The annual survey of antisemitism, produced by the Community Security Trust (CST), found 2007 to have been the worst year on record for violent assaults since monitoring began in 1984, with a 2 percent rise over the previous record high level reported in 2006. It was the second worst year, after 2006, for incidents overall, with 547 registered, 47 fewer than the previous year. The chair of the United Kingdom’s All-Party Parliamentary Group against Antisemitism, John Mann MP, commented on the overall decline, while declaring that “the base level of antisemitism in the UK is too high.” The CST’s annual survey reported a total of 114 assault cases, the highest on record, while noting that in a survey twenty years before it had recorded just 17. It reported on one incident from 2007 that was clearly life-threatening:
an elderly rabbi in Northeast England was walking along a pavement when a car mounted the kerb, knocked him over, then reversed and tried to run him over again. The rabbi required hospital treatment for injuries to his head, arms and legs. The driver has never been identified.

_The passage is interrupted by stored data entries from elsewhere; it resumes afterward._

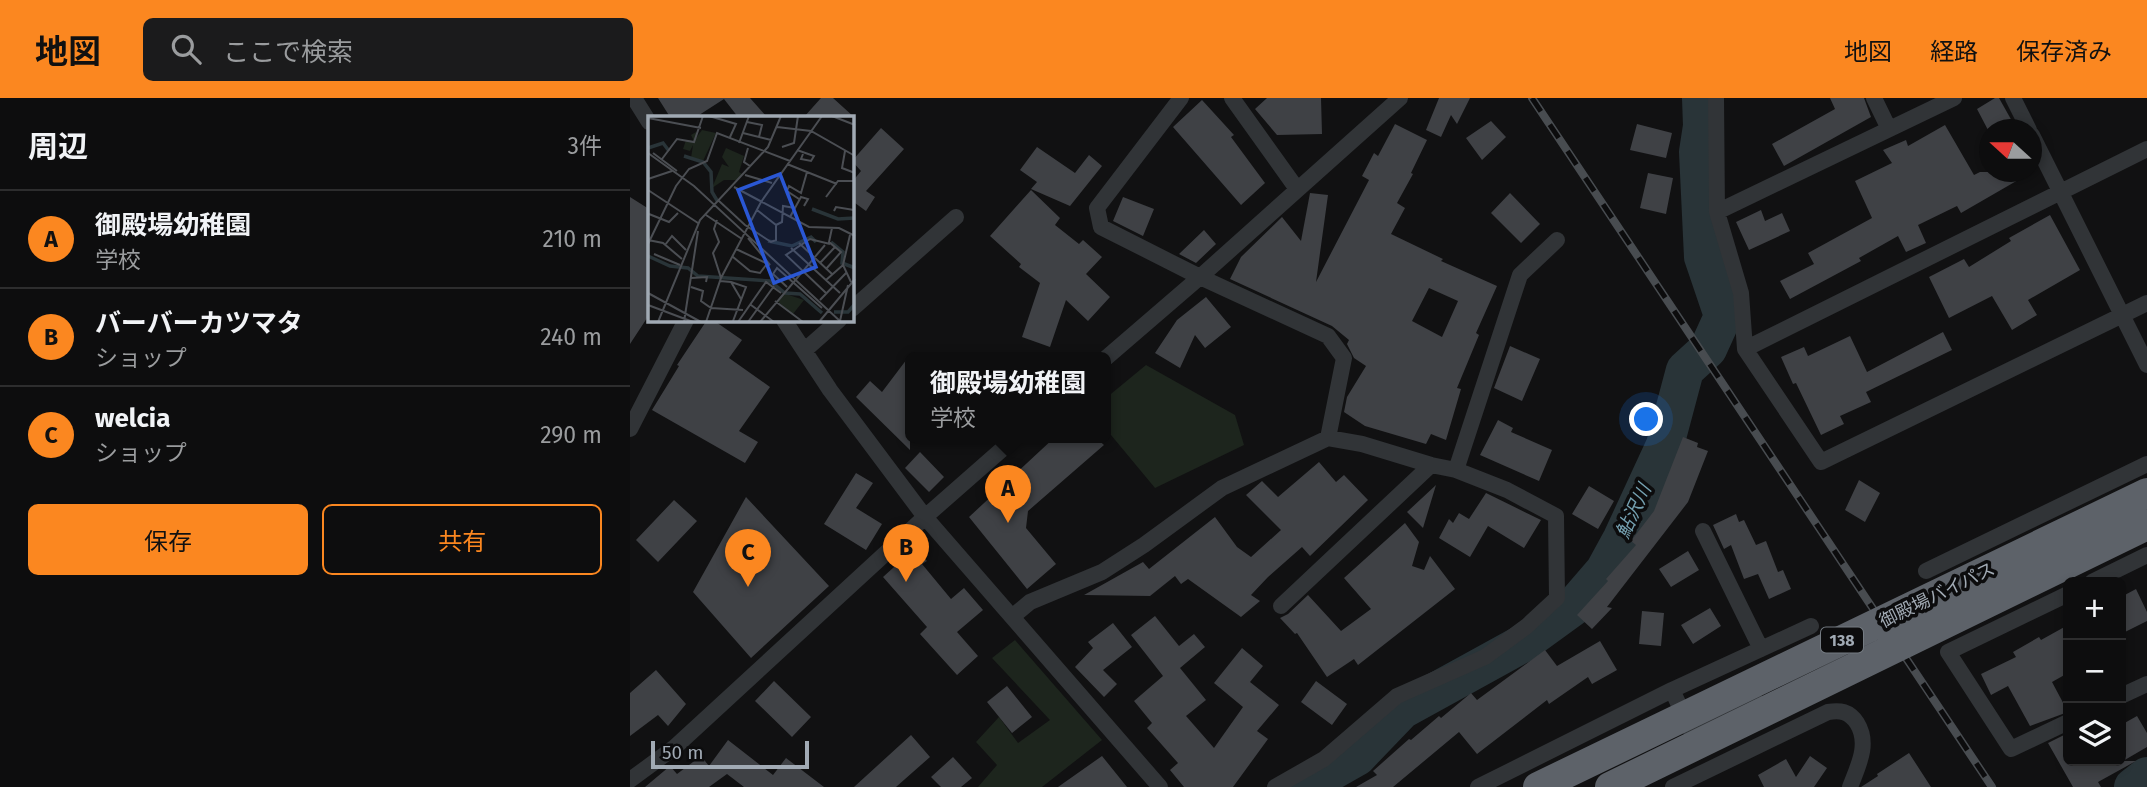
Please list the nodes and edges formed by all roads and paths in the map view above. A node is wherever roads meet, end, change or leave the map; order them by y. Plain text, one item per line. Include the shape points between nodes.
1 (634, 98) edge
2 (1181, 98) edge
3 (1232, 98) edge
4 (1400, 98) edge
5 (1716, 98) edge
6 (1874, 98) edge
7 (1954, 98) edge
8 (2013, 98) edge
9 (2024, 119) edge
10 (648, 120) edge
11 (1889, 129) junction
12 (2147, 149) edge
13 (2042, 155) edge
14 (1297, 189) junction
15 (2060, 192) junction
16 (1717, 212) junction
17 (956, 217) dead end
18 (1557, 240) dead end
19 (1200, 278) junction
20 (2147, 303) edge
21 (854, 307) edge
22 (2122, 315) junction
23 (686, 322) edge
24 (785, 322) edge
25 (837, 322) edge
26 (1745, 349) junction
27 (805, 350) junction
28 (1111, 354) edge
29 (2147, 365) edge
30 (630, 429) edge
31 (1328, 439) junction
32 (1009, 443) edge
33 (2147, 464) edge
34 (1431, 465) junction
35 (1456, 470) junction
36 (2147, 493) edge
37 (925, 517) junction
38 (2147, 525) edge
39 (2015, 529) junction
40 (1703, 531) dead end
41 (2147, 555) edge
42 (2032, 565) junction
43 (1926, 571) dead end
44 (2102, 577) edge
45 (2063, 596) edge
46 (1957, 601) dead end
47 (2049, 603) junction
48 (1281, 606) dead end
49 (1012, 617) junction
50 (1811, 626) dead end
51 (1760, 649) junction
52 (1812, 672) dead end
53 (2147, 684) edge
54 (1672, 690) junction
55 (2126, 694) edge
56 (2063, 724) edge
57 (1691, 731) junction
58 (1709, 770) junction
59 (630, 780) edge
60 (1160, 787) edge
61 (1275, 787) edge
62 (1478, 787) edge
63 (1538, 787) edge
64 (1610, 787) edge
65 (1673, 787) edge
66 (1850, 787) edge

1 - 10 street
2 - 19 street via 1097,208 1101,227
3 - 14 street
4 - 14 street
5 - 16 street
6 - 11 street
7 - 11 street
8 - 9 street
11 - 16 street
12 - 15 street
13 - 15 street
14 - 19 street
15 - 22 street
15 - 26 street
16 - 26 street via 1741,293
17 - 21 street
18 - 35 street via 1520,275
19 - 28 street
19 - 31 street via 1328,336 1344,358
20 - 22 street
22 - 26 street via 1821,462
22 - 29 street
23 - 30 street
24 - 27 street
25 - 27 street
27 - 37 street
31 - 34 street
31 - 49 street via 1222,488 1102,572 1030,602
32 - 37 street
33 - 39 street
34 - 35 street
34 - 48 street
35 - 61 street via 1556,516 1557,598 1485,657 1397,696 1324,759
36 - 63 highway, 御殿場バイパス / 138, bridge
37 - 49 street
37 - 59 street via 675,747
38 - 64 highway, 御殿場バイパス / 138, bridge
39 - 42 street
39 - 43 street
40 - 51 street
41 - 44 street
42 - 46 street
42 - 47 street
45 - 47 street
47 - 56 street via 1948,652 2011,749
49 - 60 street
50 - 51 street
51 - 54 street
52 - 57 street
53 - 55 street
54 - 57 street
54 - 62 street
57 - 58 street
58 - 65 street
58 - 66 street via 1828,712 1841,710 1851,715 1864,738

In at least six other incidents of assault, victims required hospital treatment. Fourteen of the recorded attacks targeted schoolchildren. In May 2008, the United Kingdom published a progress report on the implementation of the thirty-five recommendations of the 2006 All Party Parliamentary Inquiry on Antisemitism. The progress report included an Action Plan to address the low number of prosecutions for antisemitic crimes; a commitment to ensure police data collection on all hate crimes, including antisemitism; and new funding provisions to ensure security for schools confronting hate crimes.
United States
The Anti-Defamation League (ADL), a longstanding monitor of antisemitism in the United States and a leader of efforts to combat all forms of hate crime, reported a decline for the third consecutive year in antisemitic incidents in the annual report for 2007. The ADL registered 1,460 incidents, a 6 percent decline from 1,554 in 2006, and down from a peak of 1,821 in 2004. There were 699 incidents of vandalism (including cemetery desecration, graffiti, and other forms of property damage), and 761 of harassment (which in the ADL typology includes “physical or verbal assaults directed at individuals or institutions”).

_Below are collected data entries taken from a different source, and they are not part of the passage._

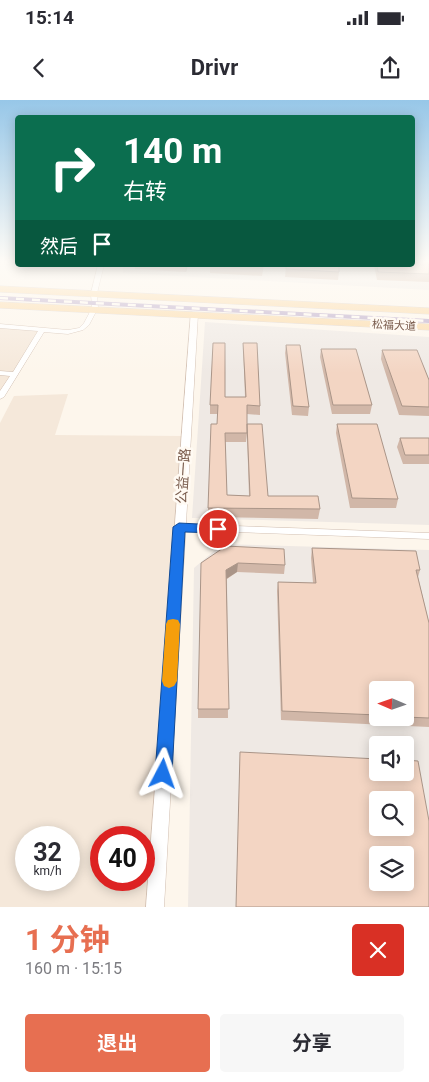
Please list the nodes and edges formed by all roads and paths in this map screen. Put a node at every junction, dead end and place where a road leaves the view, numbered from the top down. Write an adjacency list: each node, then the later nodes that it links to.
1 (94, 298): 4 (street)
2 (181, 298): 5 (main road, 松福大道)
3 (0, 304): 4 (main road, 松福大道)
4 (95, 308): 6 (main road, 松福大道); 9 (street)
5 (429, 311)
6 (194, 314): 8 (main road, 松福大道); 13 (street, 公益一路)
7 (0, 326): 9 (street)
8 (429, 328)
9 (43, 329): 11 (street)
10 (0, 372): 11 (street)
11 (15, 374): 12 (street)
12 (0, 397)
13 (179, 527): 14 (street); 15 (street, 公益一路)
14 (429, 536)
15 (155, 907)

Official Federal Bureau of Investigation (FBI) statistics showed a somewhat different trend. While hate crime statistics for 2007 were not available as of the end of August 2008, the FBI hate crime report shows a rise in anti-Jewish offenses, from 900 in 2005 to 1,027 in 2006. Anti-Jewish hate crimes in both years represent a large majority of hate crimes falling in the category of “religious bias”.